Mind The Gap: Preview Chapter
Please find below a preview chapter of my crime novel MIND THE GAP. For a full synopsis please click this link.
Chapter One: The Morning Rush
London moved like a beast in the morning. Millions of footsteps, thousands of train doors hissing open, and not a single face making eye contact. To most, it was just another weekday. To DS Chris Collins, it was the beginning of the most dangerous assignment of his career.
He stood at the edge of the Piccadilly Line platform at Wood Green, dressed down in a scuffed leather jacket, worn jeans, and trainers that looked like they’d lost a few battles. A faded cap hid the unmistakably straight posture of a career officer. The polished silver watch on his wrist was the only thing that didn’t fit the image, his parting gift from the squad before he’d "resigned."
Unofficially, Chris Collins was a disgraced detective sergeant, booted from the force after a violent altercation with a suspect. Officially, he was deep undercover, sent in to dismantle a sophisticated gang of pickpockets and digital fraudsters who had turned the London Underground into their hunting ground.
The mission had been sanctioned at the highest level.
Three days earlier, he had stood in a stark operations room at Scotland Yard, across from Detective Inspector Grace Fraser, his longtime superior. Behind her, a projection screen flicked through victim reports, CCTV stills, and a digital map of linked transactions stretching from Camden to Clapham.
“We’re dealing with a crew that works like clockwork,” Fraser had said, arms folded tight. “Lift a wallet on the Circle Line, clone the card by the next stop, empty the account before the victim even notices.”
“They're fast, smart, and anonymous,” added Commander Nigel Trent, who stood near the door like he had somewhere better to be. “And they’re making us look bloody incompetent.”
Trent didn’t care about victims, he cared about headlines. But Fraser? She cared about results. She had handpicked Chris not just because he was good, but because he was clean. Too clean.
“You’re not just going undercover,” she had told him. “You’re walking away from everything. The force, your name, your people. You’ll play it like you’re bitter, angry, looking to make some cash. They'll test you. If you slip—”
“I won’t,” Chris replied without any hesitation.

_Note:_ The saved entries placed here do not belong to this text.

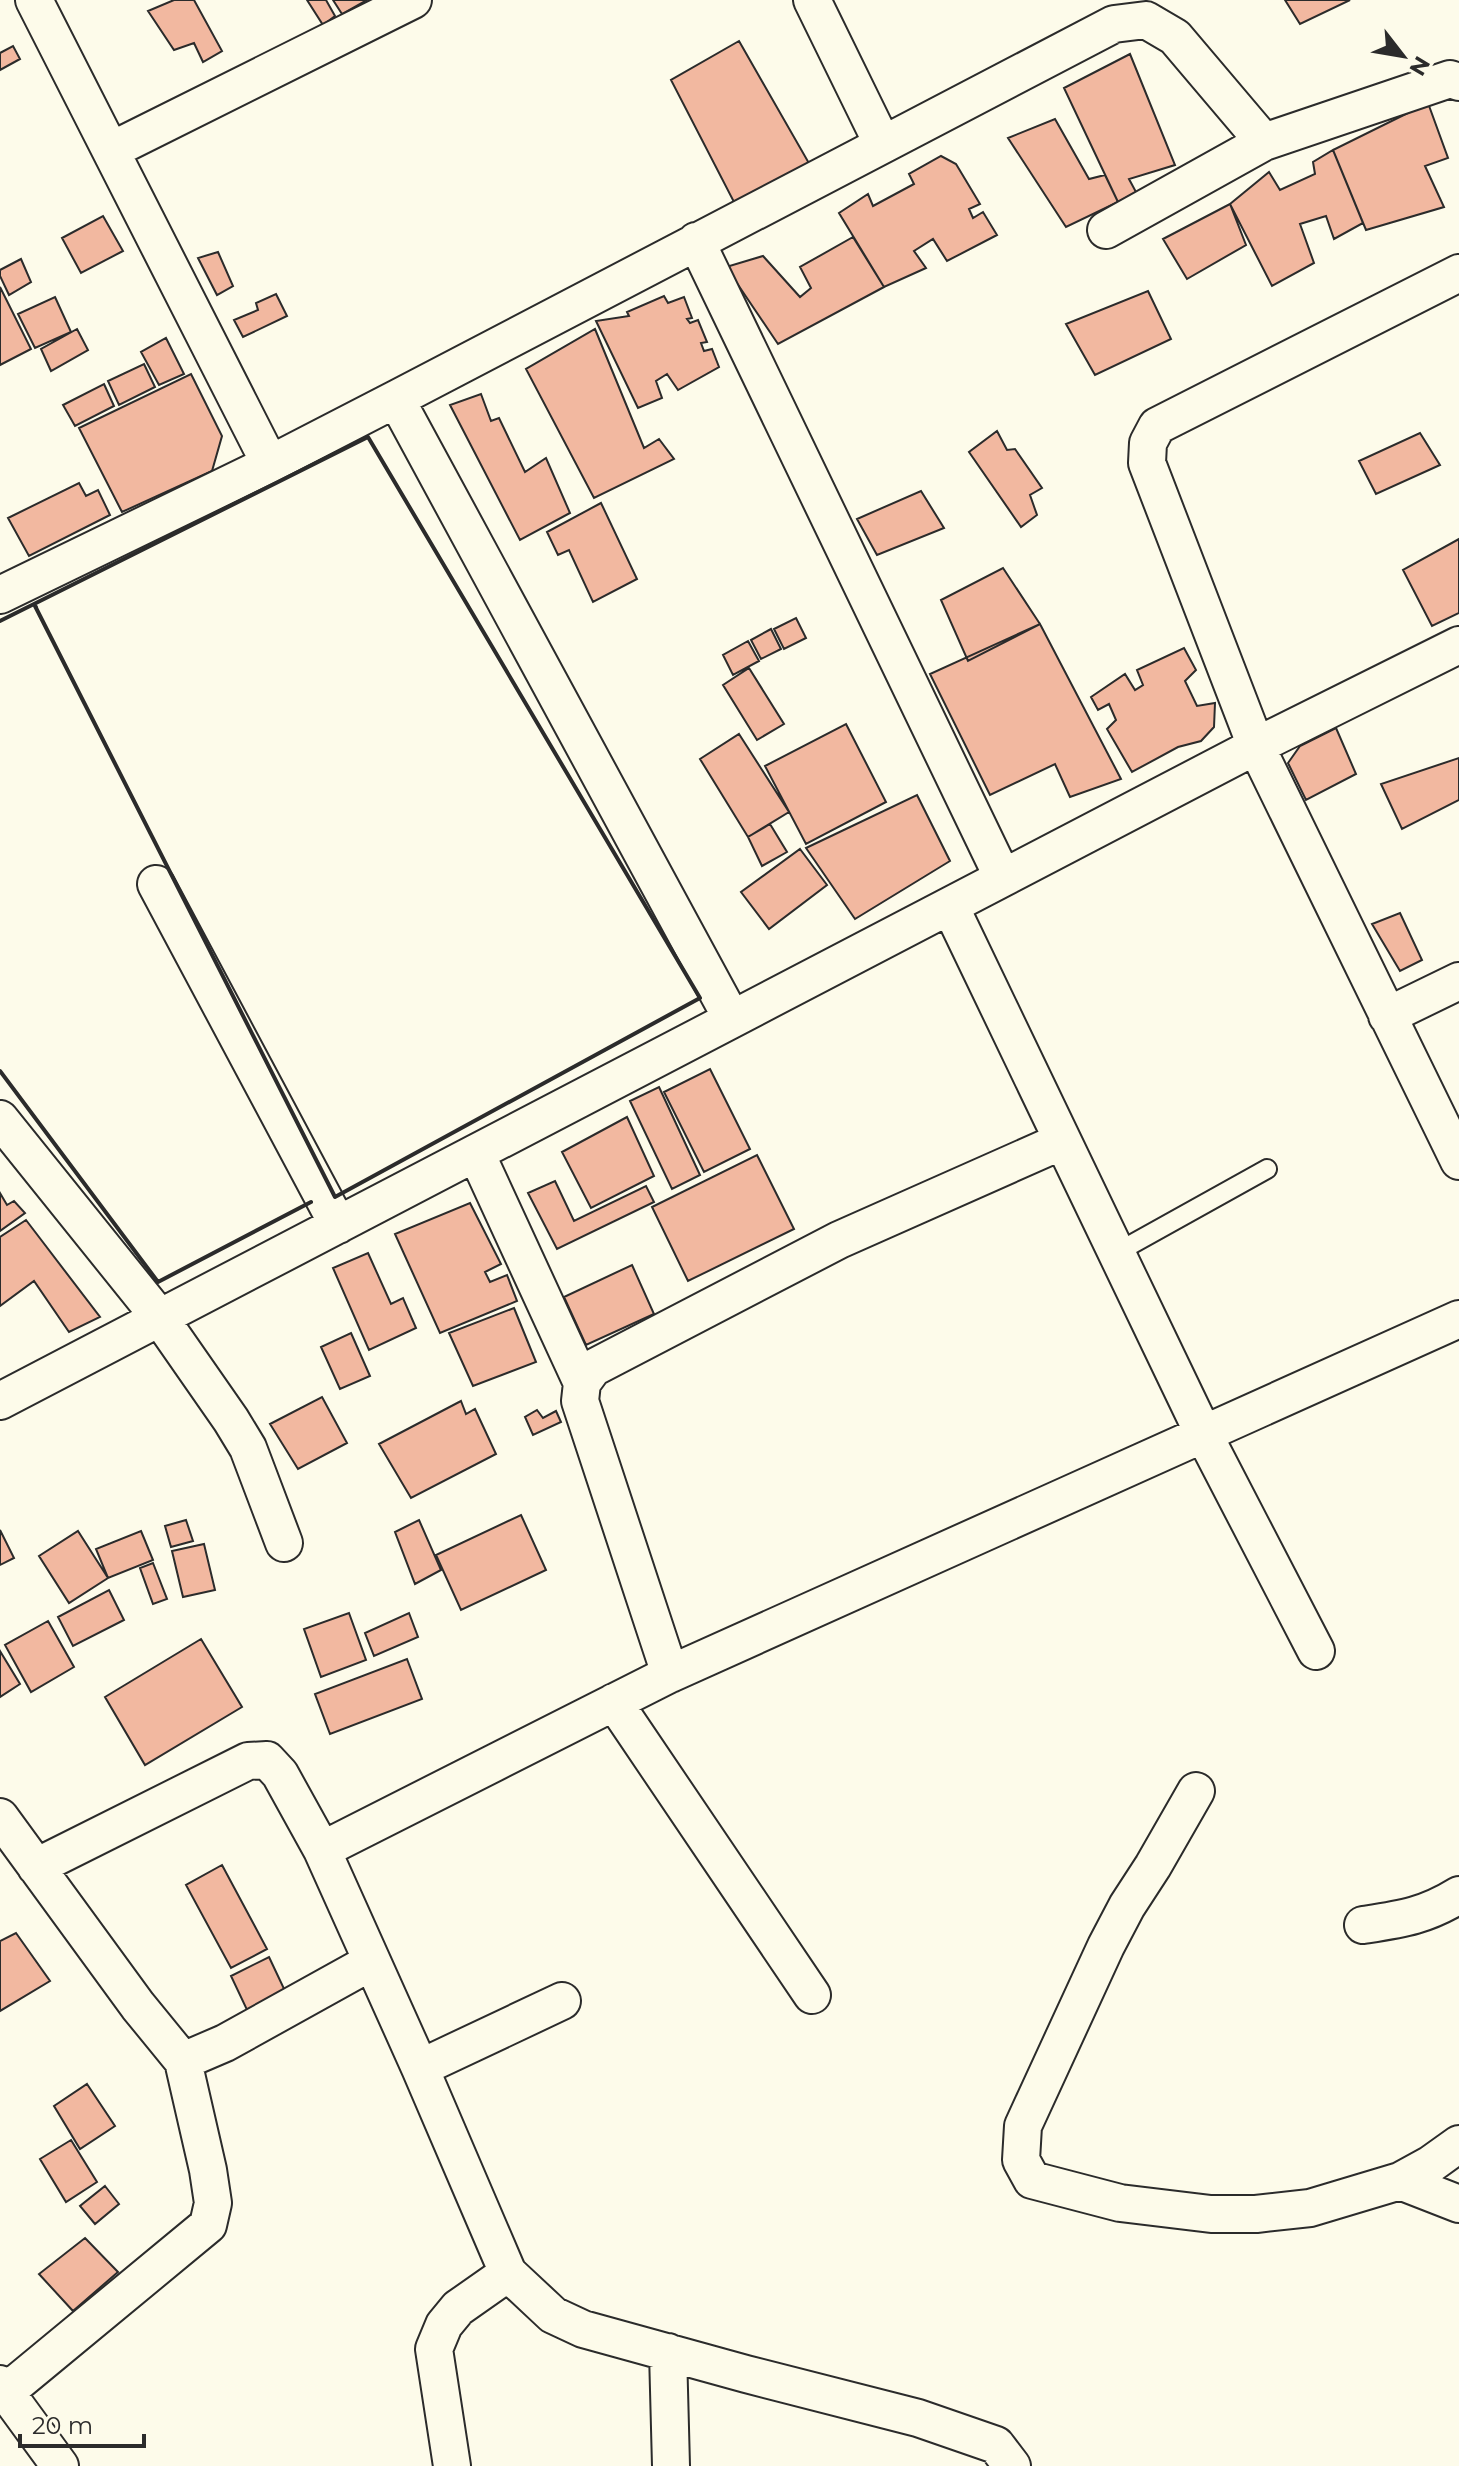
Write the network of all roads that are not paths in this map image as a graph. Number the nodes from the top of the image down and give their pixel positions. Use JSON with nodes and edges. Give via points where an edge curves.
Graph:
{"nodes":[{"id":1,"x":34,"y":0,"type":"edge"},
{"id":2,"x":413,"y":0,"type":"edge"},
{"id":3,"x":812,"y":0,"type":"edge"},
{"id":4,"x":1106,"y":12,"type":"edge"},
{"id":5,"x":1459,"y":82,"type":"edge"},
{"id":6,"x":1264,"y":142,"type":"junction"},
{"id":7,"x":882,"y":143,"type":"junction"},
{"id":8,"x":112,"y":150,"type":"junction"},
{"id":9,"x":1106,"y":230,"type":"dead end"},
{"id":10,"x":696,"y":241,"type":"junction"},
{"id":11,"x":1459,"y":273,"type":"edge"},
{"id":12,"x":396,"y":399,"type":"junction"},
{"id":13,"x":270,"y":464,"type":"junction"},
{"id":14,"x":0,"y":595,"type":"edge"},
{"id":15,"x":1459,"y":645,"type":"edge"},
{"id":16,"x":1256,"y":746,"type":"junction"},
{"id":17,"x":1003,"y":878,"type":"junction"},
{"id":18,"x":156,"y":884,"type":"dead end"},
{"id":19,"x":950,"y":906,"type":"junction"},
{"id":20,"x":1459,"y":981,"type":"edge"},
{"id":21,"x":1387,"y":1016,"type":"junction"},
{"id":22,"x":732,"y":1019,"type":"junction"},
{"id":23,"x":0,"y":1119,"type":"edge"},
{"id":24,"x":1062,"y":1141,"type":"junction"},
{"id":25,"x":476,"y":1153,"type":"junction"},
{"id":26,"x":1459,"y":1161,"type":"edge"},
{"id":27,"x":1267,"y":1169,"type":"dead end"},
{"id":28,"x":338,"y":1225,"type":"junction"},
{"id":29,"x":1116,"y":1253,"type":"junction"},
{"id":30,"x":160,"y":1318,"type":"junction"},
{"id":31,"x":1459,"y":1319,"type":"edge"},
{"id":32,"x":582,"y":1383,"type":"junction"},
{"id":33,"x":0,"y":1401,"type":"edge"},
{"id":34,"x":1204,"y":1435,"type":"junction"},
{"id":35,"x":284,"y":1543,"type":"dead end"},
{"id":36,"x":1316,"y":1651,"type":"dead end"},
{"id":37,"x":670,"y":1674,"type":"junction"},
{"id":38,"x":614,"y":1702,"type":"junction"},
{"id":39,"x":1196,"y":1791,"type":"dead end"},
{"id":40,"x":0,"y":1817,"type":"edge"},
{"id":41,"x":322,"y":1850,"type":"junction"},
{"id":42,"x":36,"y":1867,"type":"junction"},
{"id":43,"x":1459,"y":1895,"type":"edge"},
{"id":44,"x":1363,"y":1925,"type":"dead end"},
{"id":45,"x":371,"y":1962,"type":"junction"},
{"id":46,"x":812,"y":1995,"type":"dead end"},
{"id":47,"x":562,"y":2001,"type":"dead end"},
{"id":48,"x":183,"y":2061,"type":"junction"},
{"id":49,"x":420,"y":2068,"type":"junction"},
{"id":50,"x":1459,"y":2144,"type":"edge"},
{"id":51,"x":1400,"y":2181,"type":"junction"},
{"id":52,"x":1459,"y":2204,"type":"edge"},
{"id":53,"x":508,"y":2273,"type":"junction"},
{"id":54,"x":668,"y":2352,"type":"junction"},
{"id":55,"x":8,"y":2408,"type":"edge"},
{"id":56,"x":60,"y":2466,"type":"edge"},
{"id":57,"x":452,"y":2466,"type":"edge"},
{"id":58,"x":671,"y":2466,"type":"edge"},
{"id":59,"x":1012,"y":2466,"type":"edge"}],
"edges":[{"from":1,"to":8,"type":"street"},
{"from":2,"to":8,"type":"street"},
{"from":3,"to":7,"type":"street"},
{"from":4,"to":6,"type":"street","via":[[1146,20],[1175,37]]},
{"from":4,"to":7,"type":"street"},
{"from":5,"to":6,"type":"street","via":[[1450,79]]},
{"from":6,"to":9,"type":"street"},
{"from":7,"to":10,"type":"street"},
{"from":8,"to":13,"type":"street"},
{"from":10,"to":12,"type":"street"},
{"from":10,"to":17,"type":"street"},
{"from":11,"to":16,"type":"street","via":[[1157,426],[1148,443],[1147,463]]},
{"from":12,"to":13,"type":"street"},
{"from":12,"to":22,"type":"street"},
{"from":13,"to":14,"type":"street"},
{"from":15,"to":16,"type":"street"},
{"from":16,"to":17,"type":"street"},
{"from":16,"to":21,"type":"street"},
{"from":17,"to":19,"type":"street"},
{"from":18,"to":28,"type":"street"},
{"from":19,"to":22,"type":"street"},
{"from":19,"to":24,"type":"street"},
{"from":20,"to":21,"type":"street"},
{"from":21,"to":26,"type":"street"},
{"from":22,"to":25,"type":"street"},
{"from":23,"to":30,"type":"street"},
{"from":24,"to":29,"type":"street"},
{"from":24,"to":32,"type":"street","via":[[839,1240],[593,1368]]},
{"from":25,"to":28,"type":"street"},
{"from":25,"to":32,"type":"street"},
{"from":27,"to":29,"type":"lane"},
{"from":28,"to":30,"type":"street"},
{"from":29,"to":34,"type":"street"},
{"from":30,"to":33,"type":"street"},
{"from":30,"to":35,"type":"street","via":[[248,1448]]},
{"from":31,"to":34,"type":"street"},
{"from":32,"to":37,"type":"street","via":[[580,1401]]},
{"from":34,"to":36,"type":"street"},
{"from":34,"to":37,"type":"street"},
{"from":37,"to":38,"type":"street"},
{"from":38,"to":41,"type":"street"},
{"from":38,"to":46,"type":"street"},
{"from":39,"to":51,"type":"street","via":[[1106,1946],[1023,2126],[1021,2160],[1032,2180],[1120,2203],[1211,2214],[1310,2208]]},
{"from":40,"to":42,"type":"street"},
{"from":41,"to":42,"type":"street","via":[[280,1774],[267,1760],[258,1760]]},
{"from":41,"to":45,"type":"street"},
{"from":42,"to":48,"type":"street"},
{"from":43,"to":44,"type":"street","via":[[1410,1918]]},
{"from":45,"to":48,"type":"street"},
{"from":45,"to":49,"type":"street"},
{"from":47,"to":49,"type":"street"},
{"from":48,"to":55,"type":"street","via":[[208,2170],[213,2203],[208,2225]]},
{"from":49,"to":53,"type":"street"},
{"from":50,"to":51,"type":"street"},
{"from":51,"to":52,"type":"street"},
{"from":53,"to":54,"type":"street","via":[[565,2322]]},
{"from":53,"to":57,"type":"street","via":[[458,2308],[434,2349]]},
{"from":54,"to":58,"type":"street"},
{"from":54,"to":59,"type":"street","via":[[918,2418],[996,2445]]},
{"from":55,"to":56,"type":"street"}]}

Now, standing on the packed platform as a train screeched into the station, he reminded himself of every detail in his cover story. Former DS. Lost his temper one too many times. Burned too many bridges. Now looking for work, any work. The kind that paid in cash and didn’t ask questions.
The train doors slid open. He stepped into the crowd, blending in. A man in a suit brushed past. Chris caught the flash of movement, a subtle lift, smooth as silk. By the time they reached the next stop, that wallet would be gone, and the account already draining.
Chris didn’t move. Not yet. He wasn’t here to chase shadows. He was here to become one.
He slid into a corner seat, pulled out his burner phone, and stared at the reflection in the darkened window opposite. A face he barely recognized. Not Chris Collins, decorated officer. Just Chris, damaged goods.
He was waiting for a contact. A woman named Lena. No surname, no photo. Just a time, a place, and a warning: Don’t speak first.
At Leicester Square, the carriage filled again. Chris lowered his eyes as a teenage girl in a red coat slipped a phone from a distracted commuter’s pocket and disappeared into the next car. He made a mental note. Another recruit. Maybe a test. Maybe bait.
The doors closed. The train lurched forward.
“You don’t blink much for someone with nothing to hide.”
The voice came from his left. A woman had taken the seat beside him, dark curls tucked under a grey beanie, brown eyes sharp and unreadable. Lena.
Chris turned slowly. “You checking me out?”
“I’m checking your story,” she replied coolly. “You don’t look like someone who’s got nothing left.”
Chris gave a half-smile. “Maybe I’ve just got a good poker face.”
She studied him for a beat. “We’ll see.”
The train plunged into the tunnel, and the windows turned black. No more reflections. Just darkness, and the beginning of something dangerous.